Postby jpfeifer » Mon Nov 14, 2016 4:33 pm

No, that is not a contradiction. The FEVD just tells you that most of the effect of A observed was most likely caused by fluctuations in another shock B that was correlated with A (because you assigned causality that way)
------------
Johannes Pfeifer
University of Cologne
https://sites.google.com/site/pfeiferecon/
jpfeifer
 
Posts: 6940
Joined: Sun Feb 21, 2010 4:02 pm
Location: Cologne, Germany

Re: Variance decomposition for correlated shocks

Postby ZBCPA » Mon May 15, 2017 6:31 am

jpfeifer wrote:If you want to only consider the effect of the shock B ordered last, you need to purge the residual of that equation from the effect of shock A that affects both equations.
Say the observed residuals are given by
[res_1; res_2]=[A;B]*R
where R is the upper Cholesky matrix.
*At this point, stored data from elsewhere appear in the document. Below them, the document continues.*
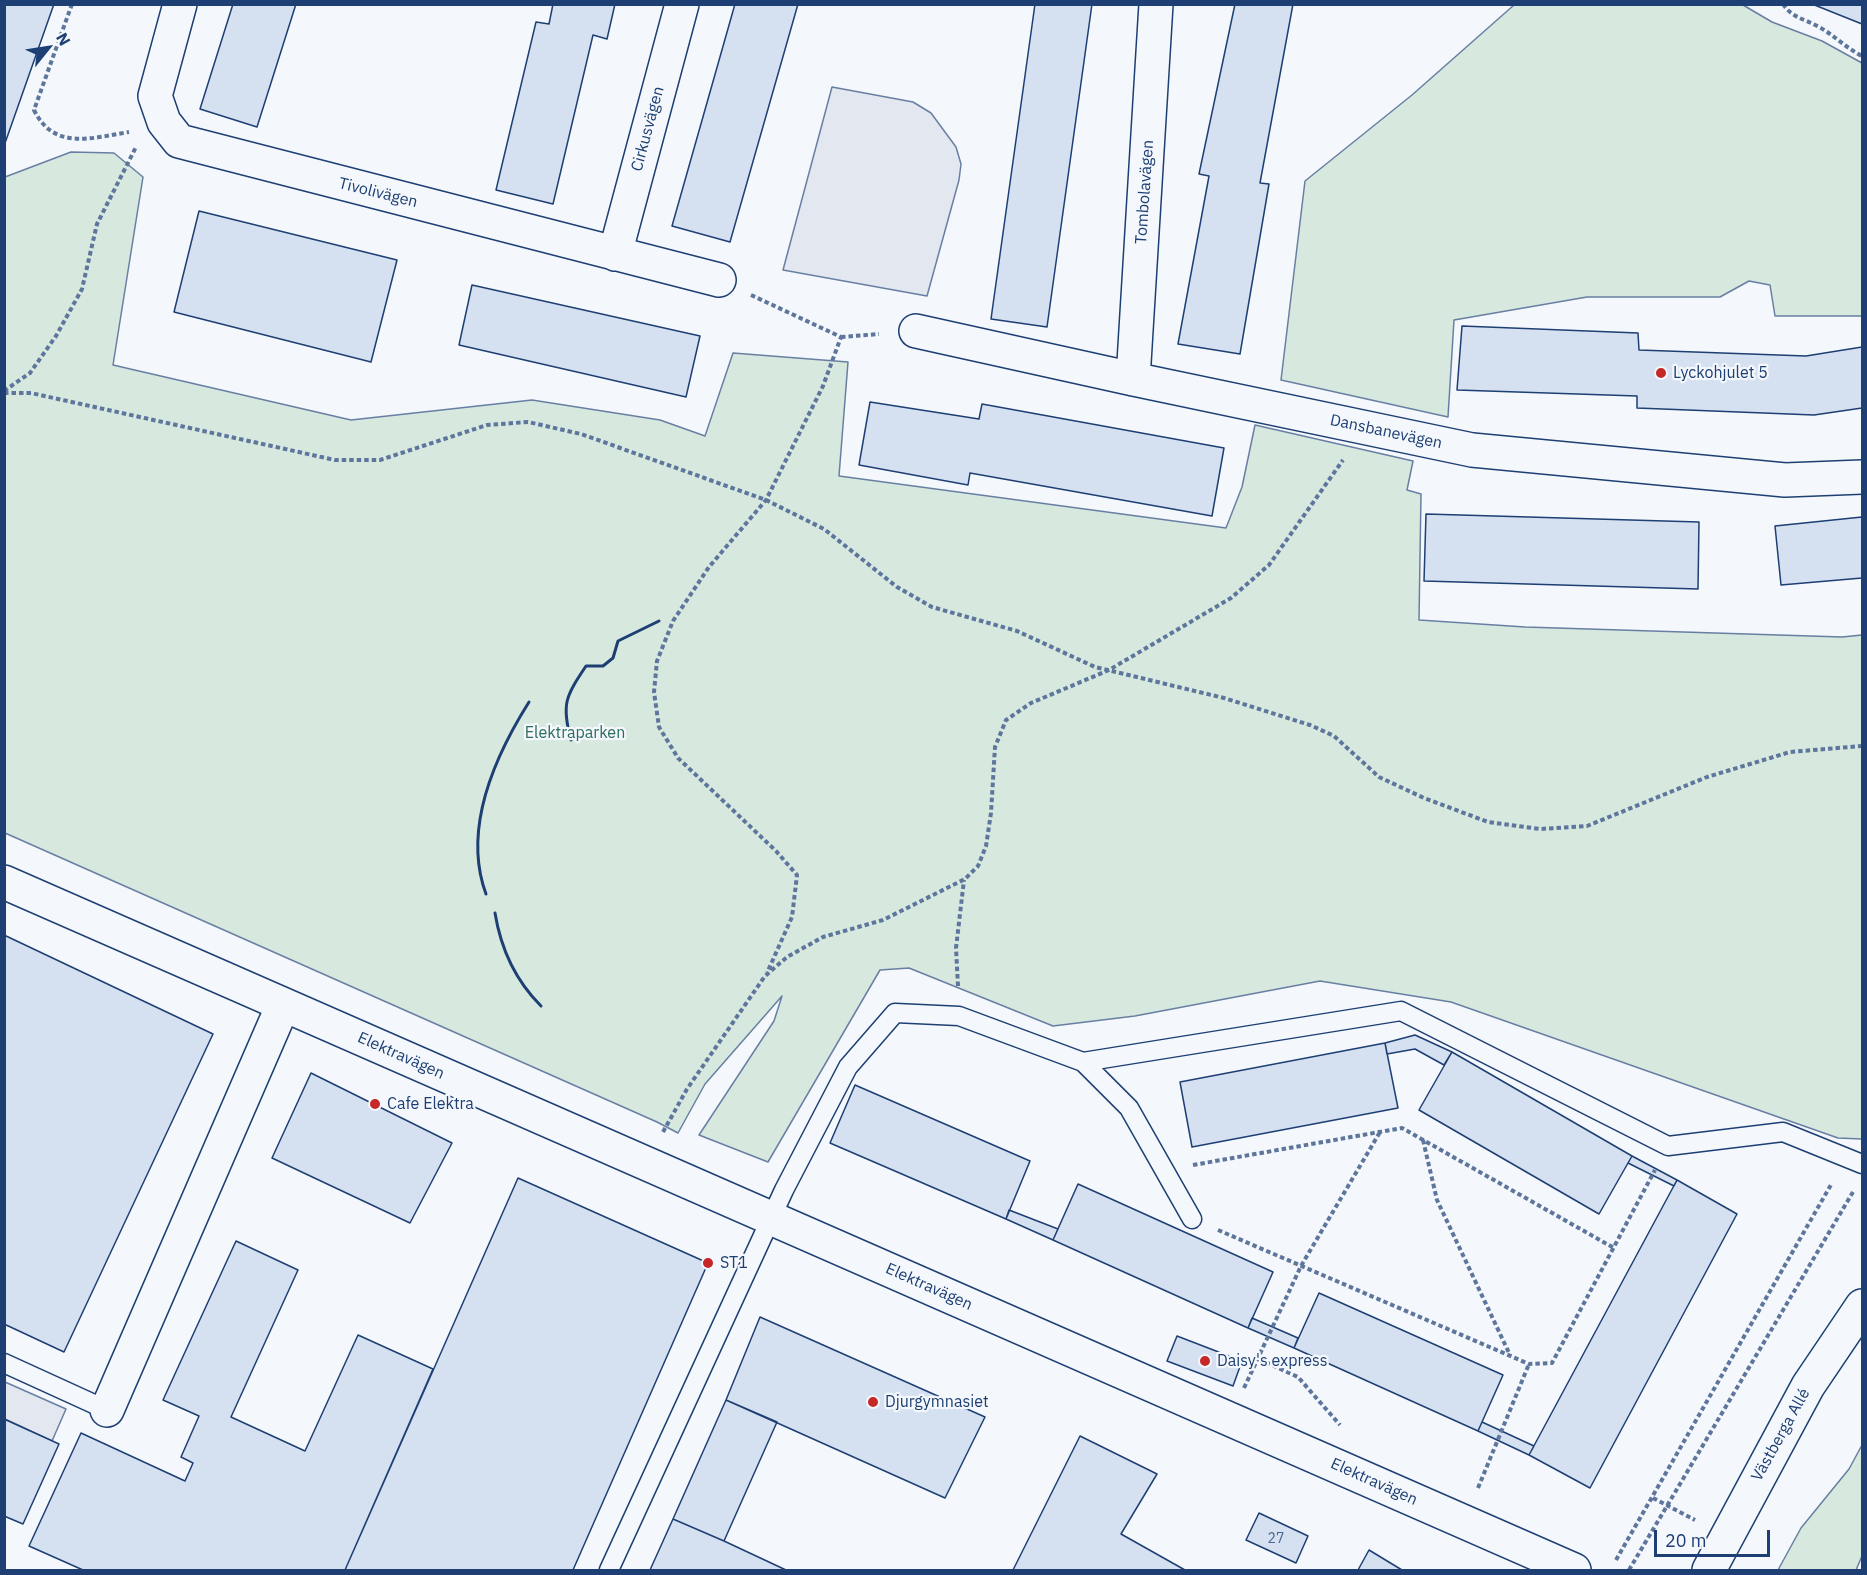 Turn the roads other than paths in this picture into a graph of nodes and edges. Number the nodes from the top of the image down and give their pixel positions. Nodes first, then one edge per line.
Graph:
1 (180, 4) edge
2 (682, 4) edge
3 (1156, 4) edge
4 (615, 254) junction
5 (719, 280) road end
6 (916, 331) dead end
7 (1133, 379) junction
8 (1863, 477) edge
9 (4, 882) edge
10 (283, 1005) junction
11 (1083, 1062) junction
12 (1855, 1160) edge
13 (771, 1218) junction
14 (1192, 1219) road end
15 (1863, 1306) edge
16 (4, 1363) edge
17 (107, 1410) joint
18 (1540, 1563) edge
19 (609, 1570) edge
20 (1574, 1570) edge
21 (1709, 1570) edge

1 - 4 street, Tivolivägen
2 - 4 street, Cirkusvägen
3 - 7 street, Tombolavägen
4 - 5 street, Tivolivägen
6 - 7 street, Dansbanevägen
7 - 8 street, Dansbanevägen
9 - 10 street, Elektravägen
10 - 13 street, Elektravägen
10 - 17 street
11 - 12 lane
11 - 13 lane
11 - 14 lane
13 - 18 street, Elektravägen
13 - 19 lane
15 - 21 street, Västberga Allé
16 - 17 lane
18 - 20 street, Elektravägen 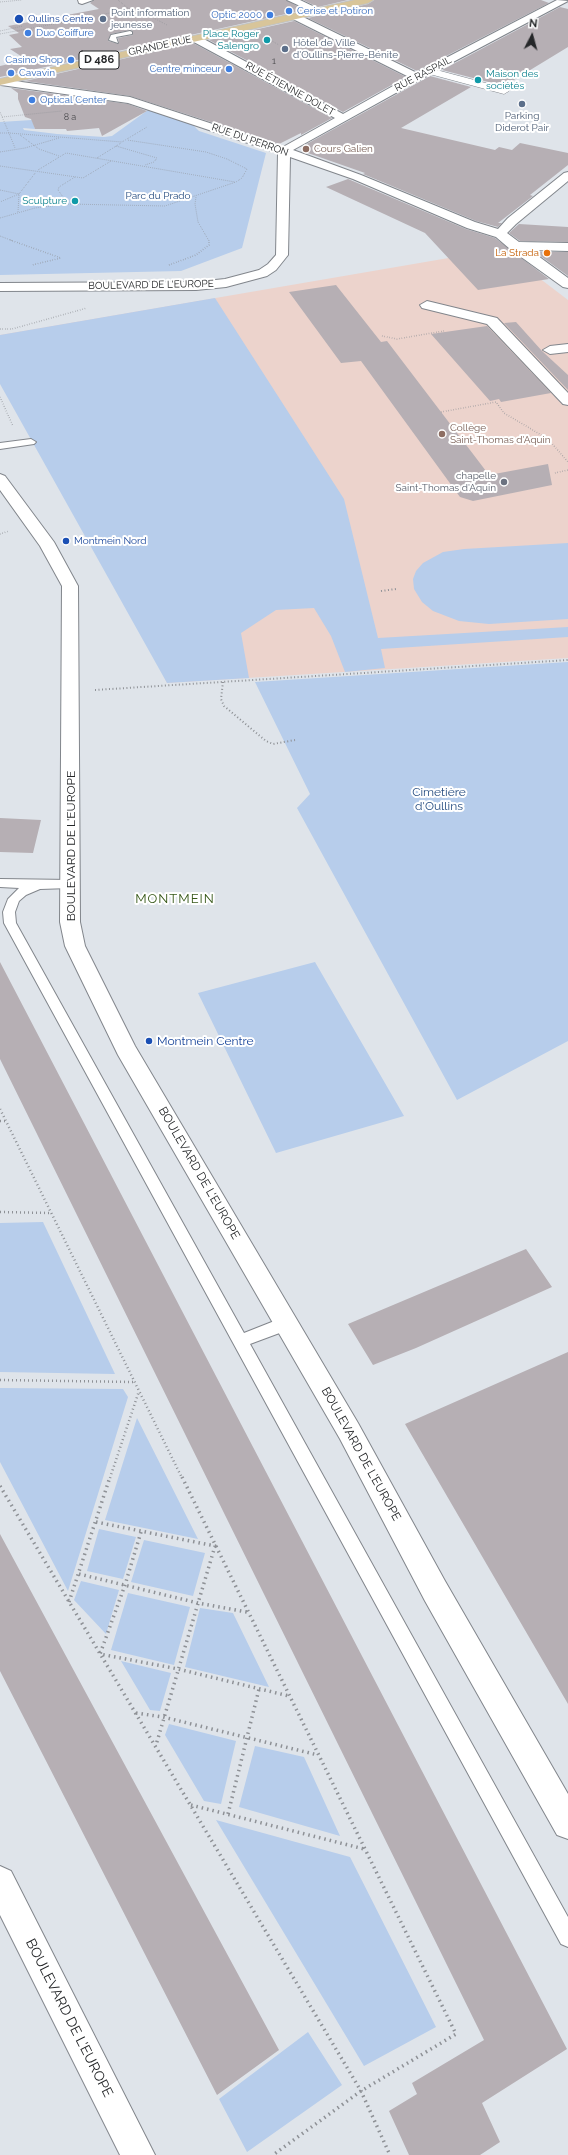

Then you can back out the shocks A and B by postmultiplying the left hand side by R^{-1}.


Dear Johannes,

Could I ask you further on this? Could you please take a look at the following example?
Code: Select all
var Gov, Tfp;
varexo g, z;
parameters rho;
rho   = 0.95;

model;
Gov = rho*Gov(-1) + g;
Tfp = rho*Tfp(-1) + z;
end;

shocks;
var g; stderr 0.0039;
var z; stderr 0.0086;
corr e, u = 0.3868;
end;

stoch_simul(order=1);


The innovation g and z are correlated with correlation=0.4
Then the covariance matrix is A=[0.0039^2 0.0039*0.0086*0.3868; 0.0039*0.0086*0.3868 0.0086^2];

R=chol(A)
inv(R)=[ 256.4103 -107.5509; 0 126.0937]

[obs_g;obs_z]=[g;z]*R

So I need use the observed smoothed innovations timing inv(R) to back out [g;z].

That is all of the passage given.